The “School of Antioch,” to which he belonged, tended to stress a “literal and historical” reading of the Bible; emphasized a sharp distinction between the divine nature and the human nature of the Incarnate Christ (which, in its most extreme form, spoke of the “two sons”); and emphasized the moral striving of free-willed human beings, incorporated into Christ by baptism and strengthened by the Eucharist, to follow Christ’s precepts.
Antioch’s theology was sharply at odds with the “School of Alexandria,” which favored mystical and allegorical readings of the Bible; stressed the unity of the divine and human natures in the one person of the Incarnate Christ; and emphasized the communication of resurrection and immortality to individual Christians through baptism and participation in the divinized Flesh and Blood of the Incarnate Christ at the Eucharist.
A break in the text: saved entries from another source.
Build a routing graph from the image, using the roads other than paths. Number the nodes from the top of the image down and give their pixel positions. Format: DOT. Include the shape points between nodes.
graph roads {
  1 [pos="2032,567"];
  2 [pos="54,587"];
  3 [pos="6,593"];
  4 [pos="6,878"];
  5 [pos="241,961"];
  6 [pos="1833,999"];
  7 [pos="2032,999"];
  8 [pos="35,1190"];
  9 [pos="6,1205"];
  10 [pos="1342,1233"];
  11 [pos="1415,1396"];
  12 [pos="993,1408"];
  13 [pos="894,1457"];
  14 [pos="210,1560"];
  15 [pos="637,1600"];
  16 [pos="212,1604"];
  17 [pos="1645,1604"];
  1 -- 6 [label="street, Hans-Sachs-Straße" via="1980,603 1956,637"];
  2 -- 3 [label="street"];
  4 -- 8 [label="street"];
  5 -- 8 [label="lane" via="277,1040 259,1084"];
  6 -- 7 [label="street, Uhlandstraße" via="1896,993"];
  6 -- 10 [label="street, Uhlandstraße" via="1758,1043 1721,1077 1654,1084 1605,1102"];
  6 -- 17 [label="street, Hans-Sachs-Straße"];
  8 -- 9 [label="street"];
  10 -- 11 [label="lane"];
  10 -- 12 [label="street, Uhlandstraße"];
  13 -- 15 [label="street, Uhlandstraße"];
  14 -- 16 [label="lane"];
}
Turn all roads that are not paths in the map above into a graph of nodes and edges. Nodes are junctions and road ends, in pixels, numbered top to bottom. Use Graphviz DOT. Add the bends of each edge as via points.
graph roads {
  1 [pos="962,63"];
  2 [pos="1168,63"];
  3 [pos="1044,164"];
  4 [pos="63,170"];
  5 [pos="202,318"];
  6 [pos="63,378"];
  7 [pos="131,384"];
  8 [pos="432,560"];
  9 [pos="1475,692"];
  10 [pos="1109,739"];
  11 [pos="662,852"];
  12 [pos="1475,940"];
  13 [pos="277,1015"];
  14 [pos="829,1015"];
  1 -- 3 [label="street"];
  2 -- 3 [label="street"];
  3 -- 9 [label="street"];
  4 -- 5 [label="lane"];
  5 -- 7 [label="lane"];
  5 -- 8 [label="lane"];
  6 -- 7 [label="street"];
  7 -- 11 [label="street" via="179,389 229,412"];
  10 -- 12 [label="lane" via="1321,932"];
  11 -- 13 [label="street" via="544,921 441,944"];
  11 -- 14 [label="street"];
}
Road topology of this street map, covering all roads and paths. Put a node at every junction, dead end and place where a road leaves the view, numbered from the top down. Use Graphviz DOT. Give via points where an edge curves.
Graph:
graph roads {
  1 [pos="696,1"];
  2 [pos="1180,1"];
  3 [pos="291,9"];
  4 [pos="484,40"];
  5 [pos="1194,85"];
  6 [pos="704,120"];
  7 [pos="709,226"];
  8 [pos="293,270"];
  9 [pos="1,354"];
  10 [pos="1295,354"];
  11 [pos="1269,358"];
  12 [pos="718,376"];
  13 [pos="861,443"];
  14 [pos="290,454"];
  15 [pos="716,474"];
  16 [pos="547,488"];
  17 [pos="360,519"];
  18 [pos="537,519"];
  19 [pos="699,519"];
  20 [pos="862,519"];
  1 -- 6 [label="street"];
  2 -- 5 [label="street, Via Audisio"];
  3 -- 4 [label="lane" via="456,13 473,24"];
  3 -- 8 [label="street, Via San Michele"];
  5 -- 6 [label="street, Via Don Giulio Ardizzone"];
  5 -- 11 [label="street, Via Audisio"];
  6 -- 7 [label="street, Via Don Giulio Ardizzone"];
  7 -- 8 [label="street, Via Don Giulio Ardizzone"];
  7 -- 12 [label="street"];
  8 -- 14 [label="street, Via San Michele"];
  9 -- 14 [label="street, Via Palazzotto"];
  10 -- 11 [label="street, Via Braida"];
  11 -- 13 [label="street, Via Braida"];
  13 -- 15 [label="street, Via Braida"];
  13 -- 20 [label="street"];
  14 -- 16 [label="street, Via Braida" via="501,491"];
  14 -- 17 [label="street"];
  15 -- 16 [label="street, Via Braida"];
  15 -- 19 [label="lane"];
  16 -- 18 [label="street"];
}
Whereas Alexandria favored the “communication of idioms” between Christ’s two natures, such that one might say that “one person of the Trinity suffered in the flesh and died on the cross,” this was a blasphemous assertion to the Antiochenes.
The clash arose from Nestorius’s denial that the Blessed Virgin Mary should be termed “Theotokos” or “Mother of God”—a watchword of the School of Alexandria and a title dear to popular piety in Constantinople. His opponents, led by the learned and politically sophisticated Patriarch of Alexandria, Cyril (c. 375–444), claimed, inexactly but not implausibly, that Nestorius and his supporters believed that, in Christ, two persons coexisted side by side, the “Word of God” and the “Man Jesus,” and that the two were united only by a “moral union” of their two wills.
Nestorius exasperated many by insisting on “exactitude” in theological terminology despite his own vagueness on the central point at issue in the controversy: the existence of what might be termed today one “center of consciousness” in the Incarnate Christ. Cyril’s skill and Nestorius’s stubbornness, plus the unwavering support that Pope Celestine gave to Cyril, ensured Nestorius’s condemnation at Ephesus. Further, in 433, Cyril’s theological adroitness enabled him to reconcile the greater part of the Antiochene bishops and theologians to Nestorius’s condemnation in the “Formula of Reunion.”
But the minority that insisted on the orthodoxy of Nestorius’s views soon had to flee from the Roman Empire across the Mesopotamian frontier into the Persian Empire, where, over the next four decades, their views came to dominate the native Syriac-speaking Christian Church. This church ever afterwards looked back to Theodore of Mopsuestia (whose Christological views were condemned posthumously by the fifth ecumenical council in 553) as its teacher par excellence and to Nestorius as a theologian of note unjustly condemned through the intrigues of his enemies, especially the scheming Cyril.
So the “Church of the East” was not founded by Nestorius or his followers, and its connection with him is something of a historical accident. The actual origins of Christianity in Mesopotamia, beyond the frontiers of the Roman Empire, are obscure and fraught with legend and confusion.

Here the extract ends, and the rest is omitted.